__What you should do__.
Every record is to be printed exactly as written, and any picture in it is skipped.

[Material supplied Boundary: Start]

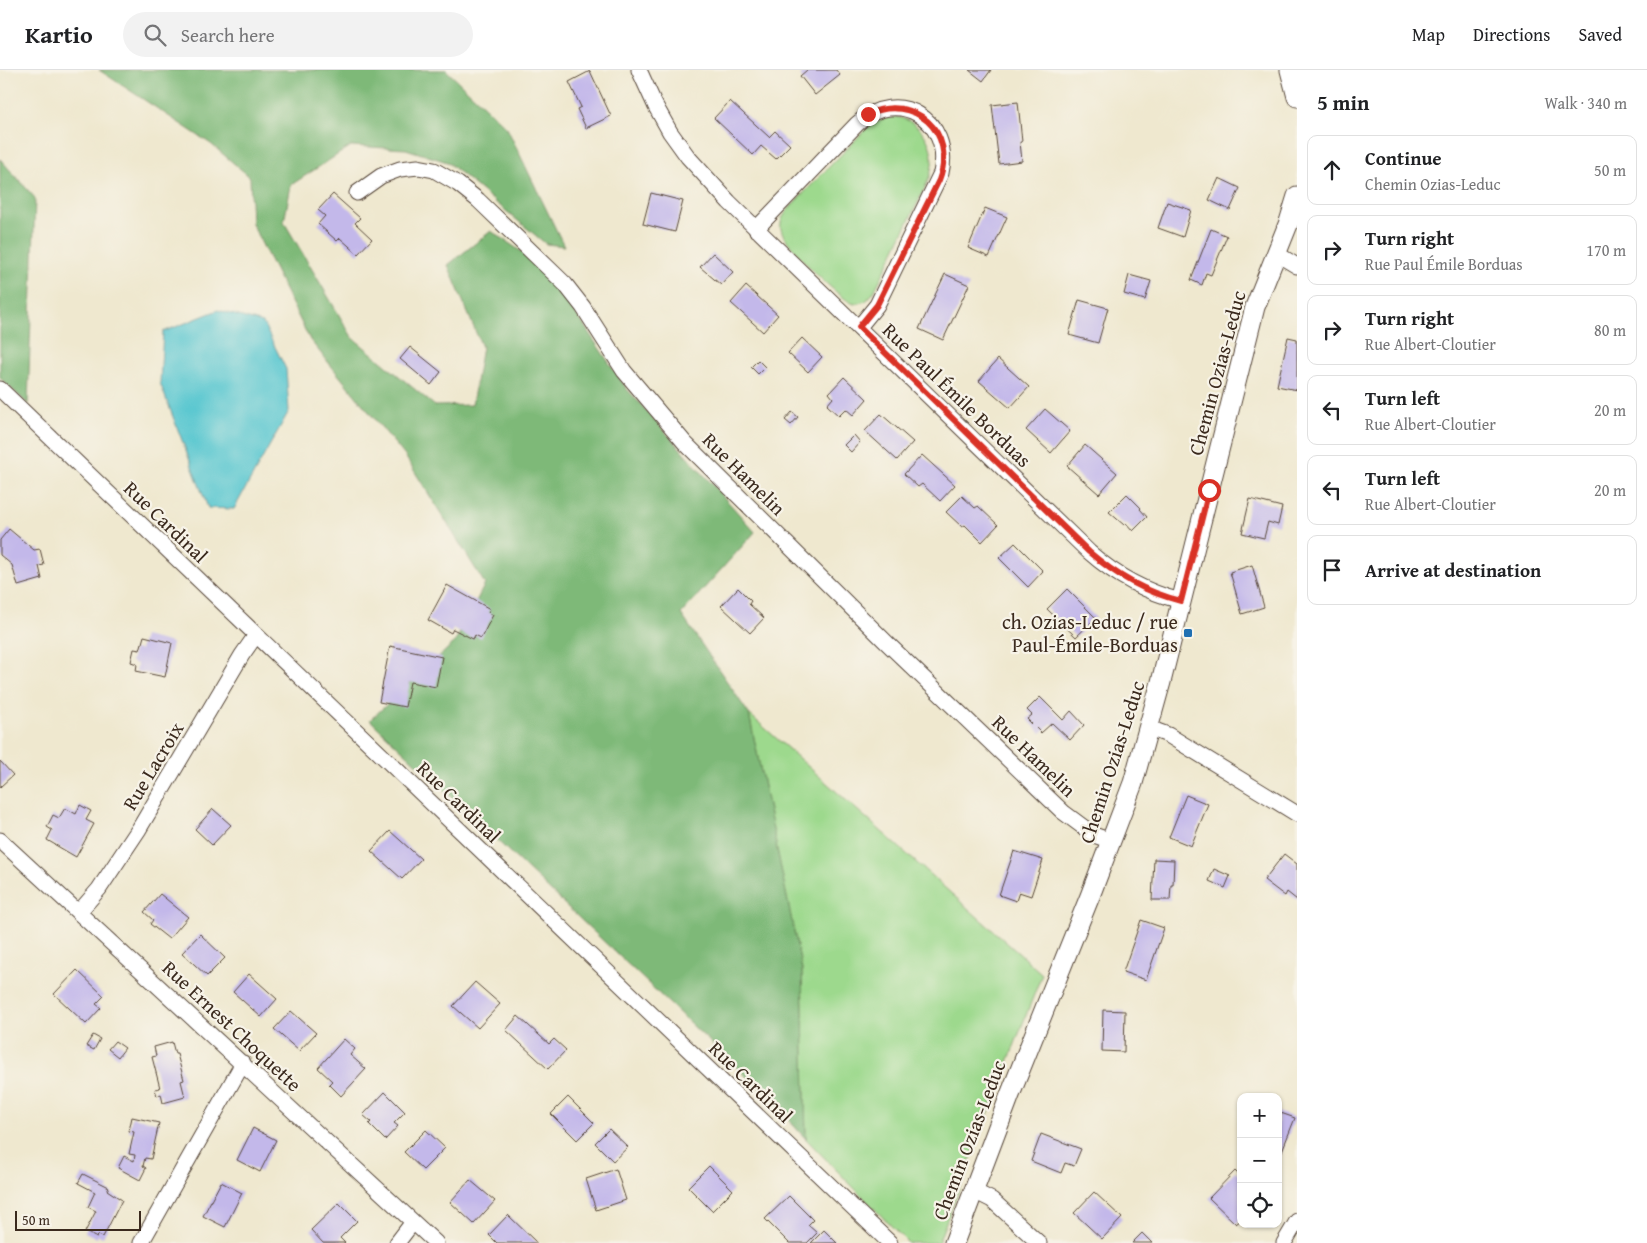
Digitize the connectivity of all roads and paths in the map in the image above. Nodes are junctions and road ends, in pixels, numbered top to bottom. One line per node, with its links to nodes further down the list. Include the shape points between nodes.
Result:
1 (639, 70): 6 (street, Rue Paul Émile Borduas, via 654,105 679,144)
2 (1290, 70): 3 (street)
3 (1297, 96)
4 (357, 193): 16 (street, Rue Hamelin, via 381,176 418,167 434,170 478,200 565,284 624,370 664,421 706,466 1063,812 1094,835)
5 (1297, 196): 7 (street, Chemin Ozias-Leduc)
6 (756, 229): 9 (street, Rue Paul Émile Borduas); 9 (street, via 868,114 895,108 909,110 928,121 942,145 942,173 877,305)
7 (1277, 254): 8 (street); 11 (street, Chemin Ozias-Leduc, via 1255,308)
8 (1297, 266)
9 (859, 327): 11 (street, Rue Paul Émile Borduas, via 1110,570 1147,590)
10 (0, 390): 12 (street, Rue Cardinal)
11 (1181, 601): 13 (street, Chemin Ozias-Leduc)
12 (256, 635): 17 (street, Rue Lacroix, via 139,829 99,889); 25 (street, Rue Cardinal)
13 (1149, 728): 14 (street, via 1168,735); 16 (street, Chemin Ozias-Leduc)
14 (1297, 814)
15 (0, 840): 17 (street, Rue Ernest Choquette)
16 (1111, 841): 19 (street, Chemin Ozias-Leduc)
17 (79, 912): 18 (street, Rue Ernest Choquette)
18 (243, 1063): 21 (street, Rue Ernest Choquette); 22 (street)
19 (974, 1191): 26 (street, Chemin Ozias-Leduc); 27 (street, via 992,1200)
20 (1297, 1221): 28 (street)
21 (413, 1222): 23 (street); 24 (street, Rue Ernest Choquette)
22 (141, 1243)
23 (397, 1243)
24 (436, 1243)
25 (890, 1243)
26 (954, 1243)
27 (1039, 1243)
28 (1284, 1243)

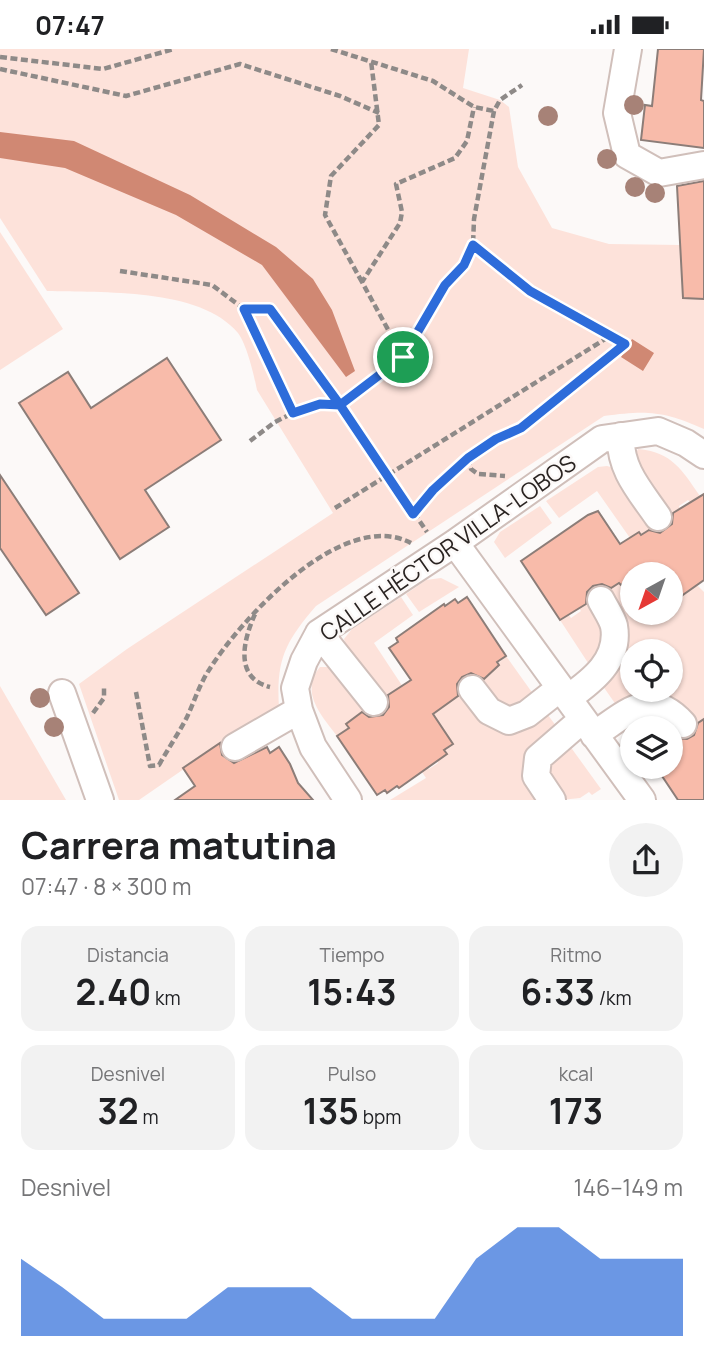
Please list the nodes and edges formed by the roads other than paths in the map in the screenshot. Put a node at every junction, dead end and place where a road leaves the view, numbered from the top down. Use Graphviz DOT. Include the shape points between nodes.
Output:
graph roads {
  1 [pos="628,49"];
  2 [pos="704,165"];
  3 [pos="621,436"];
  4 [pos="704,455"];
  5 [pos="658,517"];
  6 [pos="456,543"];
  7 [pos="601,600"];
  8 [pos="319,633"];
  9 [pos="472,689"];
  10 [pos="62,693"];
  11 [pos="374,702"];
  12 [pos="299,709"];
  13 [pos="576,710"];
  14 [pos="684,724"];
  15 [pos="235,747"];
  16 [pos="100,800"];
  17 [pos="348,800"];
  18 [pos="552,800"];
  19 [pos="642,800"];
  1 -- 2 [label="street" via="617,113 627,155 659,173"];
  3 -- 4 [label="street, CALLE HÉCTOR VILLA-LOBOS" via="658,431"];
  3 -- 5 [label="street" via="626,470"];
  3 -- 6 [label="street, CALLE HÉCTOR VILLA-LOBOS" via="602,439"];
  6 -- 8 [label="street, CALLE HÉCTOR VILLA-LOBOS"];
  6 -- 13 [label="street"];
  7 -- 13 [label="street" via="614,626 611,655"];
  8 -- 11 [label="street"];
  8 -- 12 [label="street, CALLE HÉCTOR VILLA-LOBOS" via="295,688"];
  9 -- 13 [label="street" via="489,711 509,721 527,714"];
  10 -- 16 [label="street"];
  12 -- 15 [label="street"];
  12 -- 17 [label="street, CALLE HÉCTOR VILLA-LOBOS" via="313,747"];
  13 -- 14 [label="street" via="629,712 653,704 669,709"];
  13 -- 18 [label="street" via="538,758 537,776"];
  13 -- 19 [label="street"];
}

[Material supplied Boundary: End]

__Problem solution__.
Digitize the connectivity of all roads and paths in the map in the image above. Nodes are junctions and road ends, in pixels, numbered top to bottom. One line per node, with its links to nodes further down the list. Include the shape points between nodes.
Result:
1 (639, 70): 6 (street, Rue Paul Émile Borduas, via 654,105 679,144)
2 (1290, 70): 3 (street)
3 (1297, 96)
4 (357, 193): 16 (street, Rue Hamelin, via 381,176 418,167 434,170 478,200 565,284 624,370 664,421 706,466 1063,812 1094,835)
5 (1297, 196): 7 (street, Chemin Ozias-Leduc)
6 (756, 229): 9 (street, Rue Paul Émile Borduas); 9 (street, via 868,114 895,108 909,110 928,121 942,145 942,173 877,305)
7 (1277, 254): 8 (street); 11 (street, Chemin Ozias-Leduc, via 1255,308)
8 (1297, 266)
9 (859, 327): 11 (street, Rue Paul Émile Borduas, via 1110,570 1147,590)
10 (0, 390): 12 (street, Rue Cardinal)
11 (1181, 601): 13 (street, Chemin Ozias-Leduc)
12 (256, 635): 17 (street, Rue Lacroix, via 139,829 99,889); 25 (street, Rue Cardinal)
13 (1149, 728): 14 (street, via 1168,735); 16 (street, Chemin Ozias-Leduc)
14 (1297, 814)
15 (0, 840): 17 (street, Rue Ernest Choquette)
16 (1111, 841): 19 (street, Chemin Ozias-Leduc)
17 (79, 912): 18 (street, Rue Ernest Choquette)
18 (243, 1063): 21 (street, Rue Ernest Choquette); 22 (street)
19 (974, 1191): 26 (street, Chemin Ozias-Leduc); 27 (street, via 992,1200)
20 (1297, 1221): 28 (street)
21 (413, 1222): 23 (street); 24 (street, Rue Ernest Choquette)
22 (141, 1243)
23 (397, 1243)
24 (436, 1243)
25 (890, 1243)
26 (954, 1243)
27 (1039, 1243)
28 (1284, 1243)

Please list the nodes and edges formed by the roads other than paths in the map in the screenshot. Put a node at every junction, dead end and place where a road leaves the view, numbered from the top down. Use Graphviz DOT. Include the shape points between nodes.
Output:
graph roads {
  1 [pos="628,49"];
  2 [pos="704,165"];
  3 [pos="621,436"];
  4 [pos="704,455"];
  5 [pos="658,517"];
  6 [pos="456,543"];
  7 [pos="601,600"];
  8 [pos="319,633"];
  9 [pos="472,689"];
  10 [pos="62,693"];
  11 [pos="374,702"];
  12 [pos="299,709"];
  13 [pos="576,710"];
  14 [pos="684,724"];
  15 [pos="235,747"];
  16 [pos="100,800"];
  17 [pos="348,800"];
  18 [pos="552,800"];
  19 [pos="642,800"];
  1 -- 2 [label="street" via="617,113 627,155 659,173"];
  3 -- 4 [label="street, CALLE HÉCTOR VILLA-LOBOS" via="658,431"];
  3 -- 5 [label="street" via="626,470"];
  3 -- 6 [label="street, CALLE HÉCTOR VILLA-LOBOS" via="602,439"];
  6 -- 8 [label="street, CALLE HÉCTOR VILLA-LOBOS"];
  6 -- 13 [label="street"];
  7 -- 13 [label="street" via="614,626 611,655"];
  8 -- 11 [label="street"];
  8 -- 12 [label="street, CALLE HÉCTOR VILLA-LOBOS" via="295,688"];
  9 -- 13 [label="street" via="489,711 509,721 527,714"];
  10 -- 16 [label="street"];
  12 -- 15 [label="street"];
  12 -- 17 [label="street, CALLE HÉCTOR VILLA-LOBOS" via="313,747"];
  13 -- 14 [label="street" via="629,712 653,704 669,709"];
  13 -- 18 [label="street" via="538,758 537,776"];
  13 -- 19 [label="street"];
}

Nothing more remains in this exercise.